» **Your assignment**
Search the records for the string "image", then copy each line where it appears.

(Saved entries)
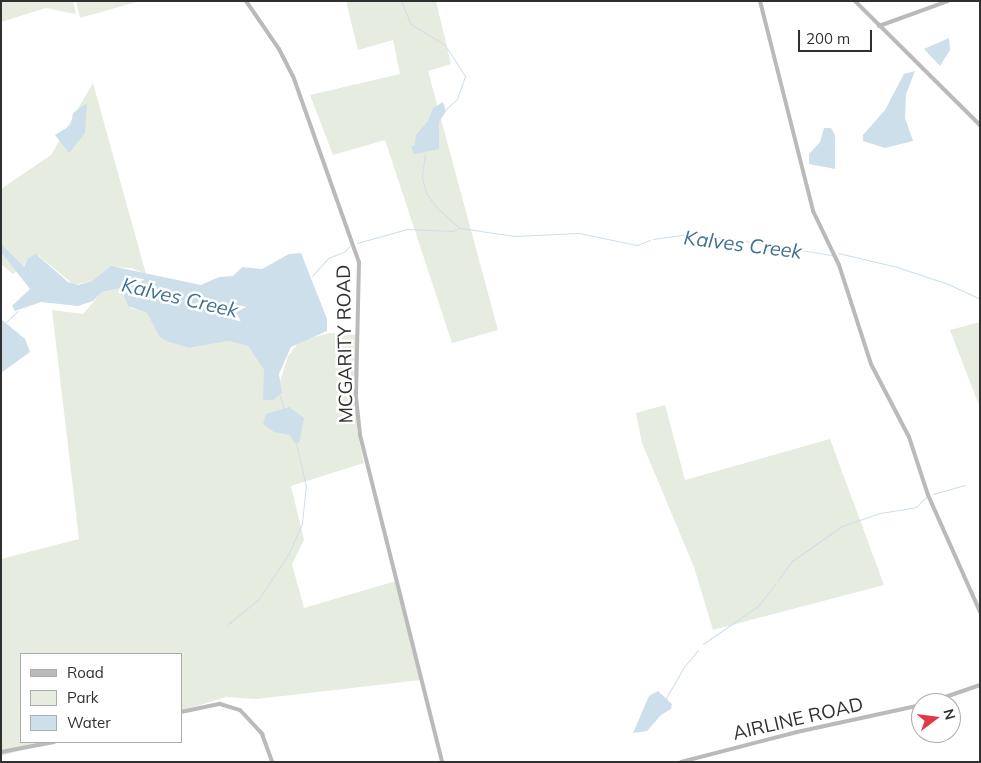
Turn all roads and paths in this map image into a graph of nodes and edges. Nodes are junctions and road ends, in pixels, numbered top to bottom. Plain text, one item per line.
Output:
1 (246, 1) edge
2 (760, 1) edge
3 (855, 1) edge
4 (948, 1) edge
5 (879, 26) junction
6 (980, 125) edge
7 (980, 612) edge
8 (980, 686) edge
9 (959, 693) edge
10 (911, 707) edge
11 (182, 712) edge
12 (49, 743) edge
13 (1, 752) edge
14 (272, 762) edge
15 (442, 762) edge
16 (681, 762) edge

1 - 15 street, MCGARITY ROAD
2 - 7 street
3 - 5 street
4 - 5 street
5 - 6 street
8 - 9 street
10 - 16 street, AIRLINE ROAD
11 - 14 street
12 - 13 street

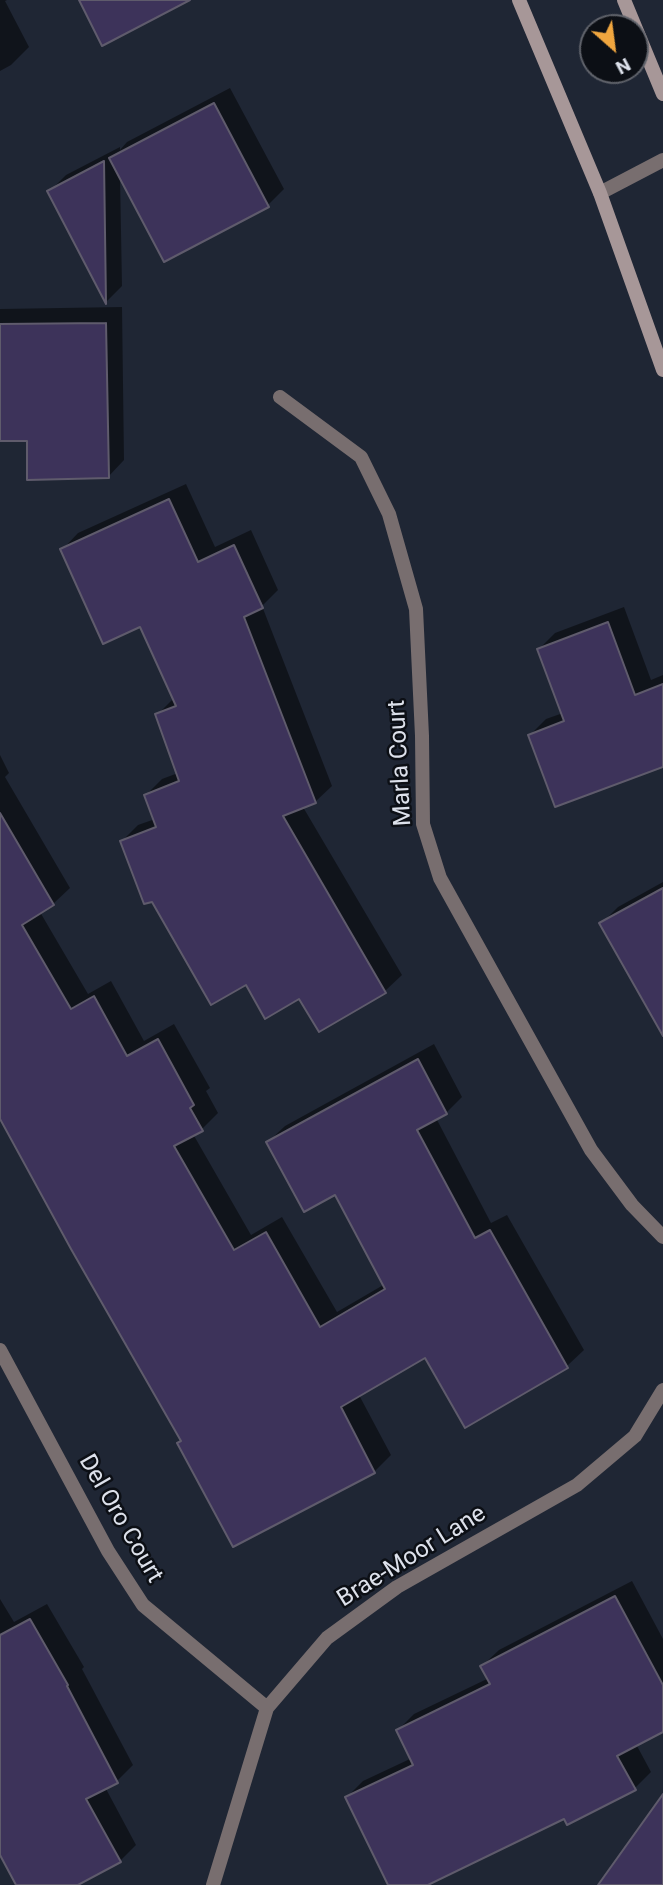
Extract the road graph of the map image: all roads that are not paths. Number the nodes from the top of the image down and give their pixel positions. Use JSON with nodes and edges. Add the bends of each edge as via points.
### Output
{"nodes":[{"id":1,"x":519,"y":0,"type":"edge"},
{"id":2,"x":624,"y":0,"type":"edge"},
{"id":3,"x":663,"y":94,"type":"edge"},
{"id":4,"x":663,"y":160,"type":"edge"},
{"id":5,"x":600,"y":193,"type":"junction"},
{"id":6,"x":663,"y":370,"type":"edge"},
{"id":7,"x":280,"y":397,"type":"dead end"},
{"id":8,"x":663,"y":1237,"type":"edge"},
{"id":9,"x":0,"y":1350,"type":"edge"},
{"id":10,"x":663,"y":1390,"type":"edge"},
{"id":11,"x":267,"y":1708,"type":"junction"},
{"id":12,"x":212,"y":1885,"type":"edge"}],
"edges":[{"from":1,"to":5,"type":"main road"},
{"from":2,"to":3,"type":"main road"},
{"from":4,"to":5,"type":"street"},
{"from":5,"to":6,"type":"main road"},
{"from":7,"to":8,"type":"street","name":"Marla Court","via":[[361,457],[389,514],[416,609],[423,824],[440,878],[591,1150]]},
{"from":9,"to":11,"type":"street","name":"Del Oro Court","via":[[108,1551],[144,1605]]},
{"from":10,"to":11,"type":"street","name":"Brae-Moor Lane","via":[[635,1436],[577,1485],[397,1587],[327,1638]]},
{"from":11,"to":12,"type":"street","name":"Brae-Moor Lane"}]}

» **Exercise response**
Turn all roads and paths in this map image into a graph of nodes and edges. Nodes are junctions and road ends, in pixels, numbered top to bottom. Plain text, one item per line.
Extract the road graph of the map image: all roads that are not paths. Number the nodes from the top of the image down and give their pixel positions. Use JSON with nodes and edges. Add the bends of each edge as via points.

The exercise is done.